24 August 2013
Snowden Induced Mea Culpas
Date: Fri, 23 Aug 2013 17:33:30 -0400
To:
<cypherpunks[at]cpunks.org>,<cryptography[at]randombit.net>,
<cryptome[at]freelists.org>
From: John Young <jya[at]pipeline.com>
Subject: [cryptography] Snowden Induced Mea Culpas
Comsec experts should not be surprised at the Snowden revelations about NSA
so far, most of which are venerable.
What is surprising is their seemingly exaggerated surprise because many of
them worked at or ran firms which were known to be heavily involved with
official spying through dual-use technology and dual-purpose contracts.
With USG and world governments, with banks and telecoms, with comsec, software
and anti-virus firms, with universities and research institutes, with FOI
organizations and public interest advisory boards, with vulture investors,
TED and Aspen, with revolving doors among goverment, industry, education,
journalism, banking and Wall Street, with RAND, NRL, the national laboratories,
to name a few.
In most instances these dual roles were not hidden. Or were they?

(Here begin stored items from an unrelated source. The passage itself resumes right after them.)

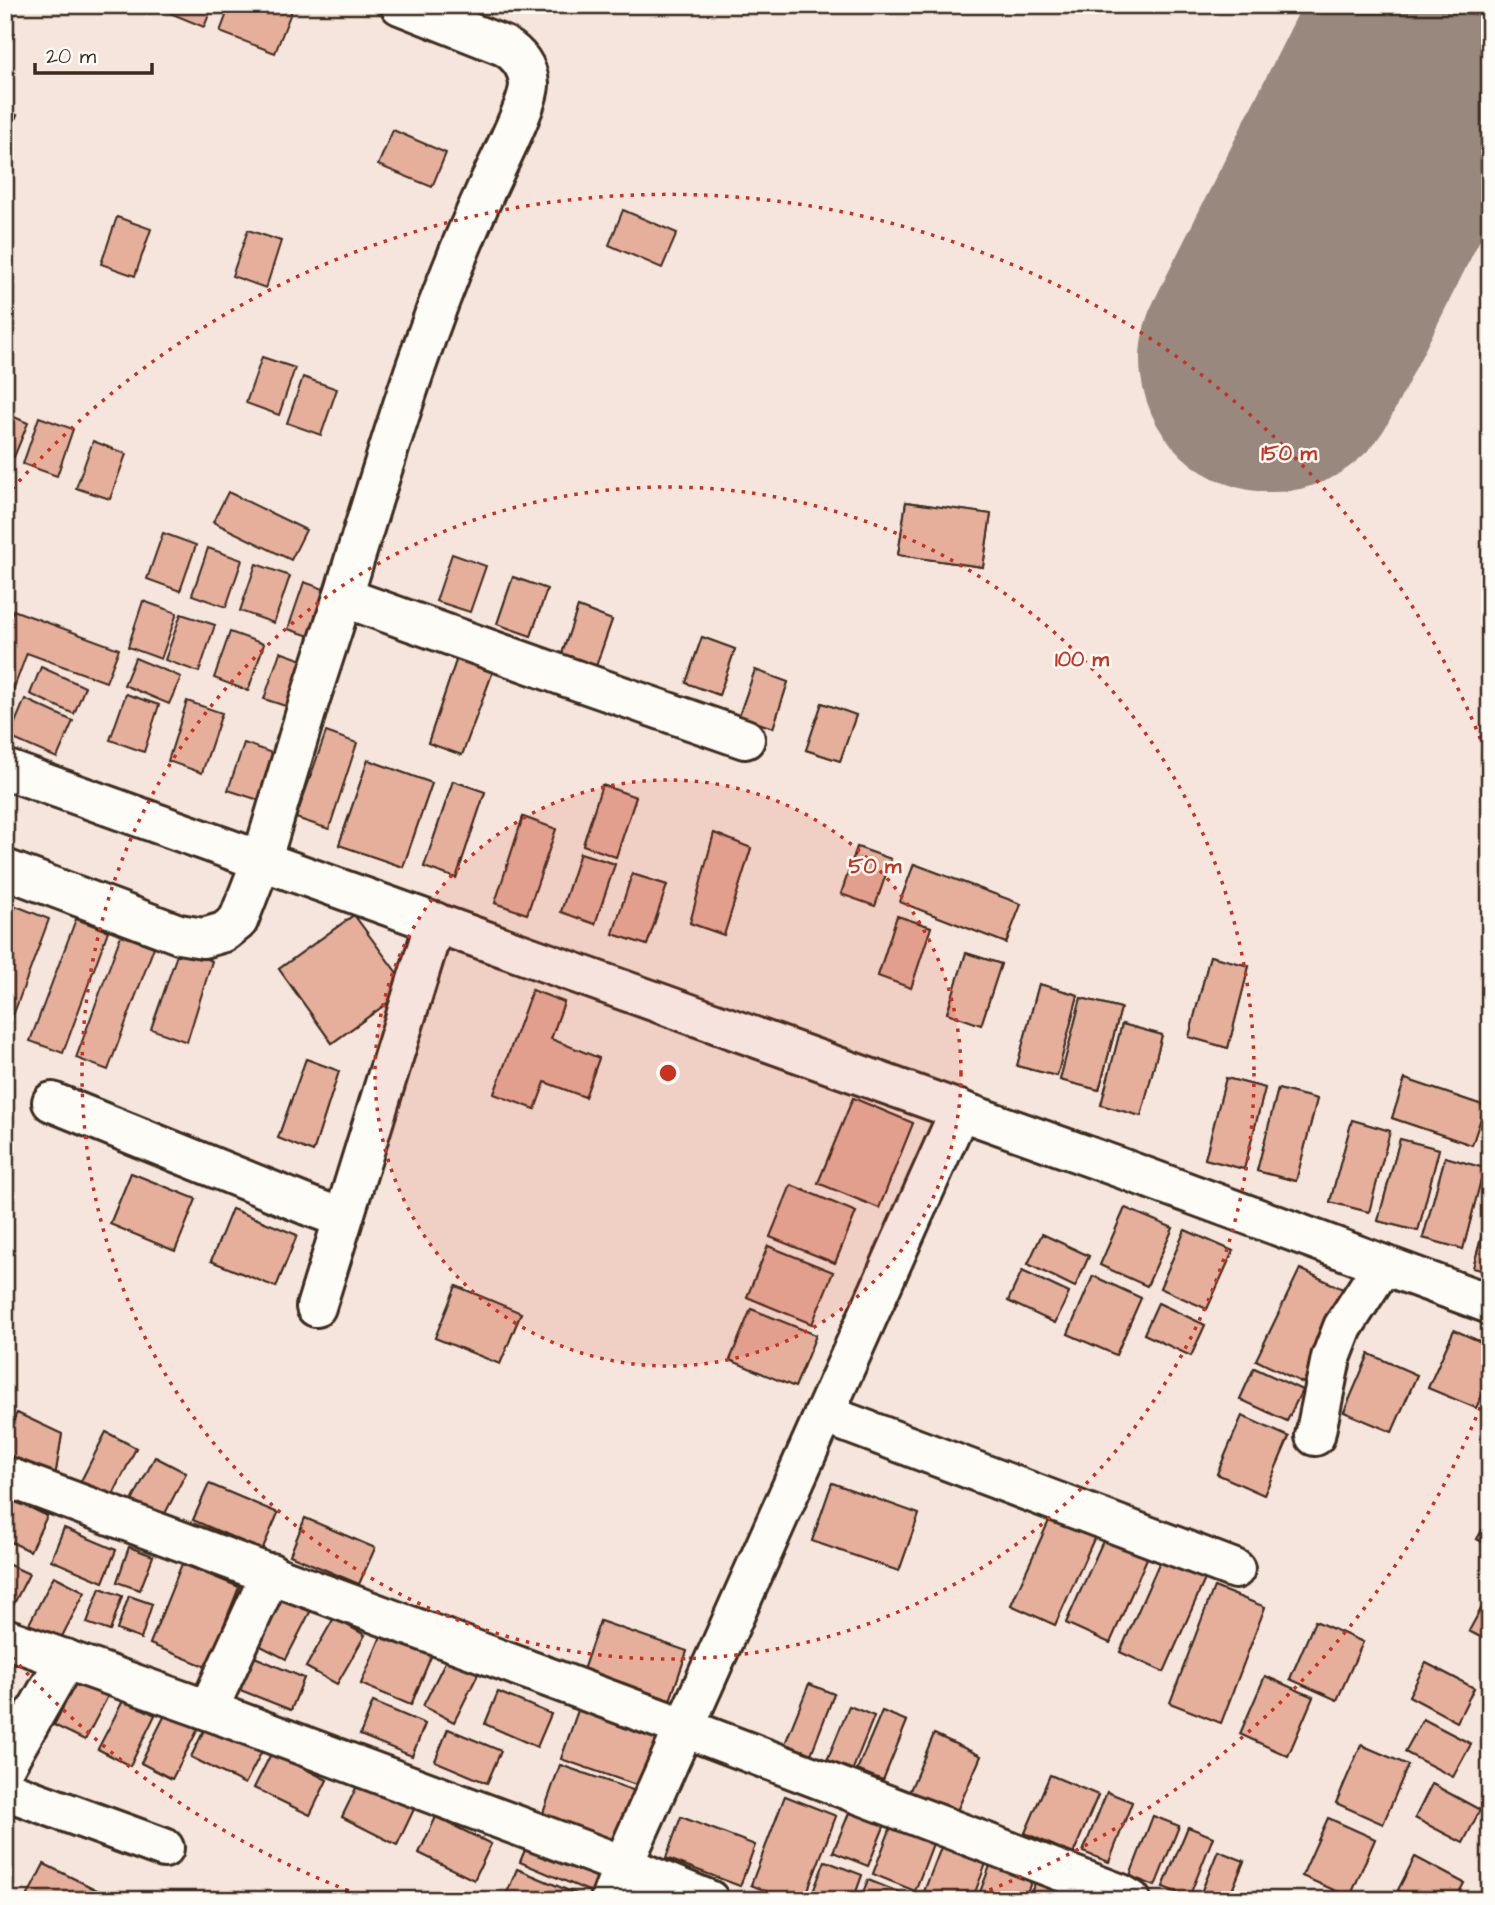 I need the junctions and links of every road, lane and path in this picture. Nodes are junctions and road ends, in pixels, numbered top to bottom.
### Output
1 (400, 5) edge
2 (343, 597) junction
3 (745, 739) dead end
4 (5, 769) edge
5 (261, 862) junction
6 (5, 869) edge
7 (435, 922) junction
8 (52, 1102) dead end
9 (960, 1110) junction
10 (342, 1218) junction
11 (1383, 1265) junction
12 (1490, 1304) edge
13 (316, 1307) dead end
14 (824, 1414) junction
15 (1315, 1436) dead end
16 (5, 1476) edge
17 (1235, 1569) dead end
18 (271, 1573) junction
19 (5, 1638) edge
20 (66, 1660) junction
21 (208, 1710) junction
22 (685, 1728) junction
23 (5, 1766) edge
24 (5, 1790) edge
25 (164, 1848) dead end
26 (623, 1865) junction
27 (610, 1900) edge
28 (709, 1900) edge
29 (1131, 1900) edge

1 - 2 street
2 - 3 street
2 - 5 street
4 - 5 street
5 - 6 street
5 - 7 street
7 - 9 street
7 - 10 street
8 - 10 street
9 - 11 street
9 - 14 street
10 - 13 street
11 - 12 street
11 - 15 street
14 - 17 street
14 - 22 street
16 - 18 street
18 - 21 street
18 - 22 street
19 - 20 street
20 - 21 street
20 - 23 street
21 - 26 street
22 - 26 street
22 - 29 street
24 - 25 street
26 - 27 street
26 - 28 street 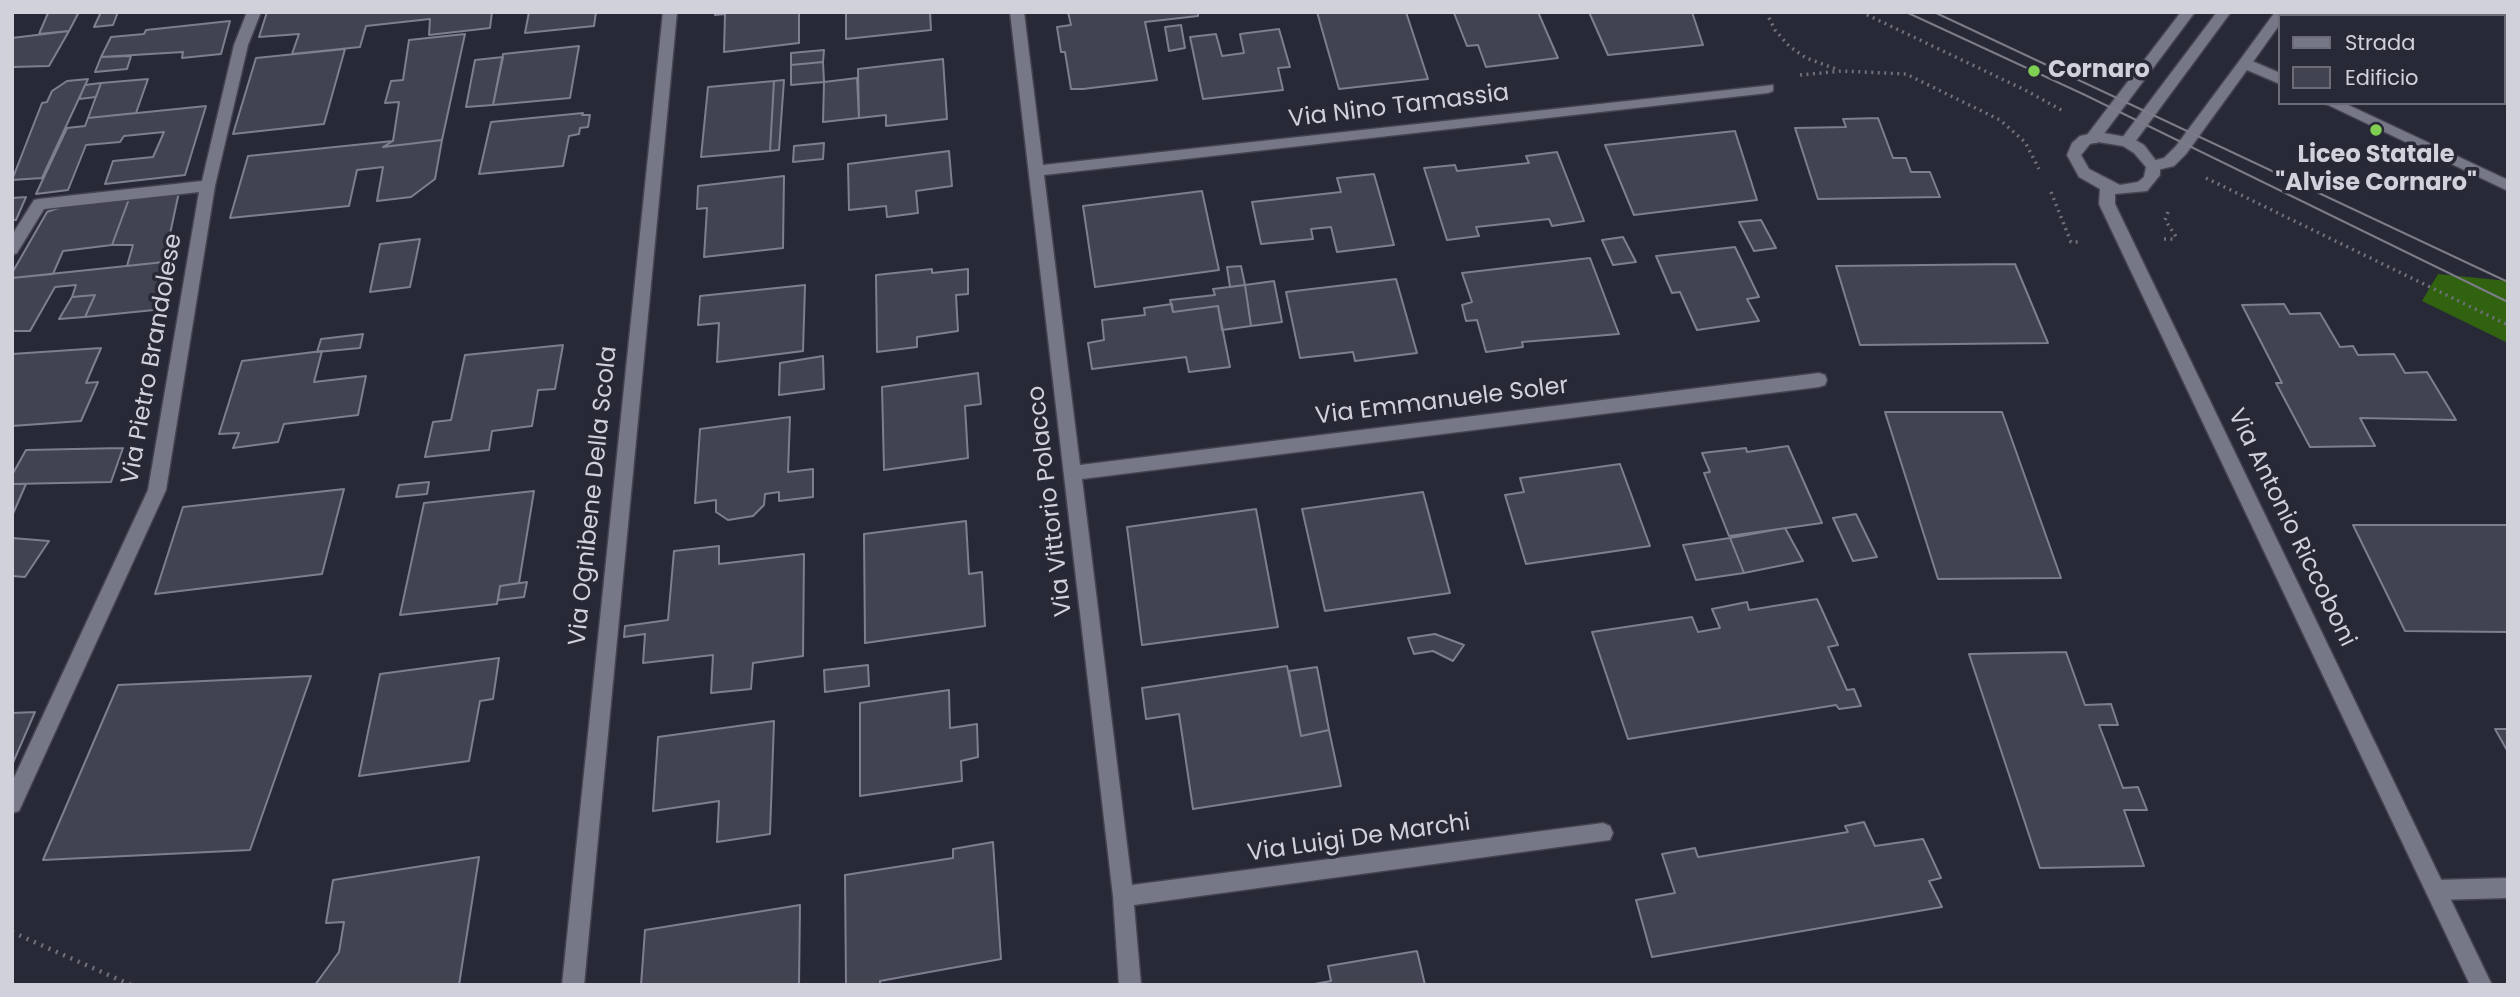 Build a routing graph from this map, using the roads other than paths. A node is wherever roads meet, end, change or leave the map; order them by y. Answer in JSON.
{"nodes":[{"id":1,"x":254,"y":12,"type":"edge"},
{"id":2,"x":670,"y":12,"type":"edge"},
{"id":3,"x":1017,"y":12,"type":"edge"},
{"id":4,"x":2188,"y":12,"type":"edge"},
{"id":5,"x":2224,"y":12,"type":"edge"},
{"id":6,"x":2278,"y":18,"type":"edge"},
{"id":7,"x":2245,"y":63,"type":"junction"},
{"id":8,"x":2278,"y":78,"type":"edge"},
{"id":9,"x":1768,"y":88,"type":"road end"},
{"id":10,"x":2335,"y":105,"type":"edge"},
{"id":11,"x":2095,"y":134,"type":"junction"},
{"id":12,"x":2127,"y":142,"type":"junction"},
{"id":13,"x":2152,"y":166,"type":"junction"},
{"id":14,"x":1036,"y":172,"type":"junction"},
{"id":15,"x":208,"y":186,"type":"junction"},
{"id":16,"x":2108,"y":187,"type":"junction"},
{"id":17,"x":2508,"y":187,"type":"edge"},
{"id":18,"x":12,"y":249,"type":"edge"},
{"id":19,"x":1819,"y":380,"type":"dead end"},
{"id":20,"x":1072,"y":474,"type":"junction"},
{"id":21,"x":12,"y":804,"type":"edge"},
{"id":22,"x":1602,"y":833,"type":"dead end"},
{"id":23,"x":2508,"y":888,"type":"edge"},
{"id":24,"x":2436,"y":890,"type":"junction"},
{"id":25,"x":1123,"y":896,"type":"junction"},
{"id":26,"x":573,"y":985,"type":"edge"},
{"id":27,"x":1130,"y":985,"type":"edge"},
{"id":28,"x":2481,"y":985,"type":"edge"}],
"edges":[{"from":1,"to":15,"type":"street","name":"Via Pietro Brandolese"},
{"from":2,"to":26,"type":"street","name":"Via Ognibene Della Scola"},
{"from":3,"to":14,"type":"street","name":"Via Vittorio Polacco"},
{"from":4,"to":11,"type":"street"},
{"from":5,"to":12,"type":"street"},
{"from":6,"to":7,"type":"street"},
{"from":7,"to":8,"type":"street"},
{"from":7,"to":13,"type":"street"},
{"from":9,"to":14,"type":"street","name":"Via Nino Tamassia"},
{"from":10,"to":17,"type":"street"},
{"from":11,"to":12,"type":"street"},
{"from":11,"to":16,"type":"street"},
{"from":12,"to":13,"type":"street"},
{"from":13,"to":16,"type":"street"},
{"from":14,"to":20,"type":"street","name":"Via Vittorio Polacco"},
{"from":15,"to":18,"type":"street"},
{"from":15,"to":21,"type":"street","name":"Via Pietro Brandolese"},
{"from":16,"to":24,"type":"street","name":"Via Antonio Riccoboni"},
{"from":19,"to":20,"type":"street","name":"Via Emmanuele Soler"},
{"from":20,"to":25,"type":"street","name":"Via Vittorio Polacco"},
{"from":22,"to":25,"type":"street","name":"Via Luigi De Marchi"},
{"from":23,"to":24,"type":"street"},
{"from":24,"to":28,"type":"street","name":"Via Antonio Riccoboni"},
{"from":25,"to":27,"type":"street","name":"Via Vittorio Polacco"}]} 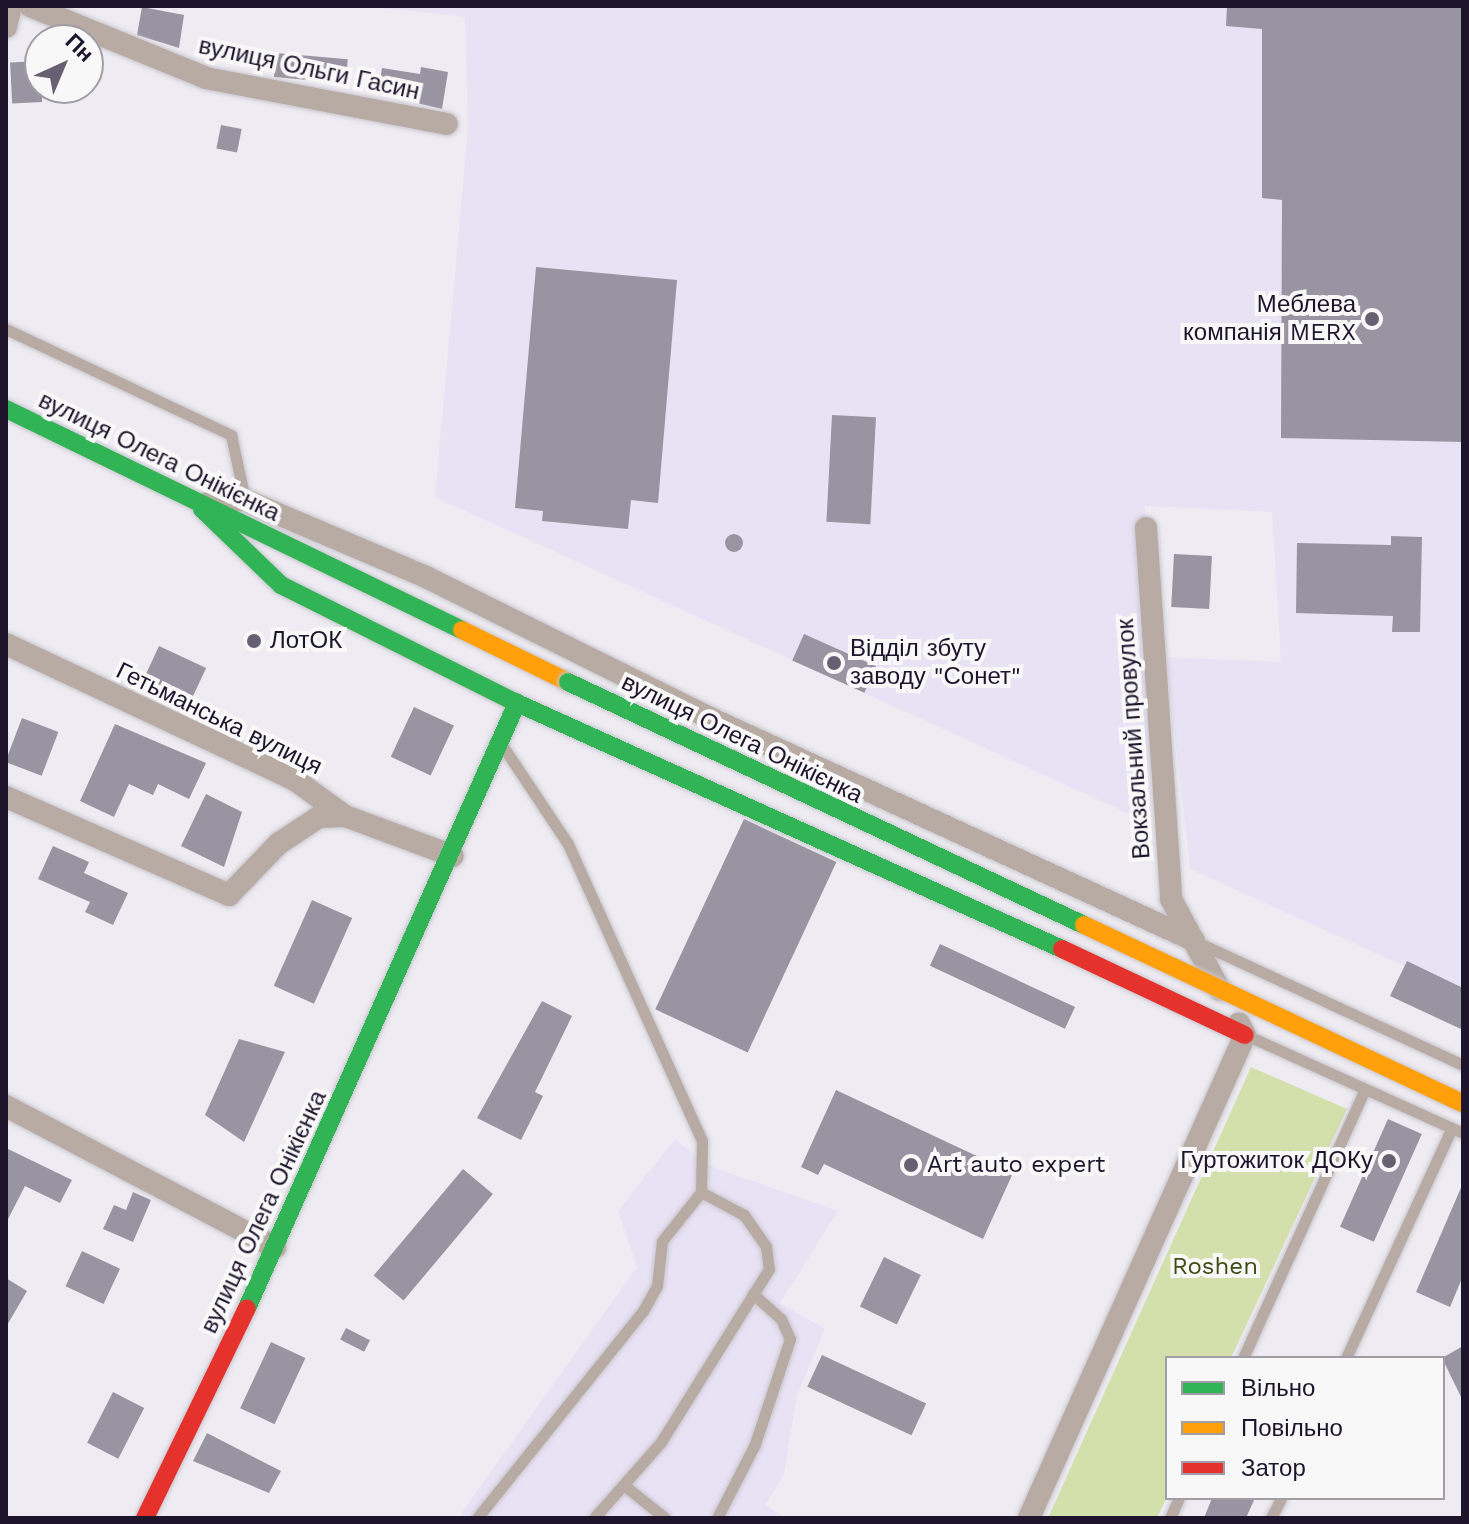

What might be troubling about Snowden's possible revelations that is causing
exaggerated surprise of these experts is the disclosure that the dual-uses
and dual-roles in spying were more extensive than has been made public. That
has been protected by highest secrecy about to be breached, not about the
spy agencies but those used to camouflage and assist the spying by downplaying
its pervasiveness by selling protection that could never be wholly effective,
that the cybersec game was as rigged as gambling.
That the backdoors, vulnerabilities, holes, faults, and errors were more
craftily hidden and exploited with the complicity of the best and brightest
while they deluded the the public for market share and FOI fame. That it
was a charade to agitate for more security and privacy while undermining
them. That Snowden has the documents about that ancient betrayal and will
at some point make them available. That it would be wise to get ahead of
this exposure by rushing to claim the spying has been greater than even we
experts knew and comsec is a fraud by design. Crypto-AG the norm.
Crypto-AG article, 1995.
http://cryptome.org/jya/nsa-sun.htm
Rigging the Game
By Scott Shane and Tom Bowman, Baltimore Sun Staff
Spy Sting: Few at the Swiss factory knew the mysterious visitors were pulling
off a stunning intelligence coup -- perhaps the most audacious in the National
Security Agency's long war on foreign codes.
[Scott Shane, currently with the New York Times, is reportedly working on
a series about the Snowden NSA documents provided to the Times by the Guardian.]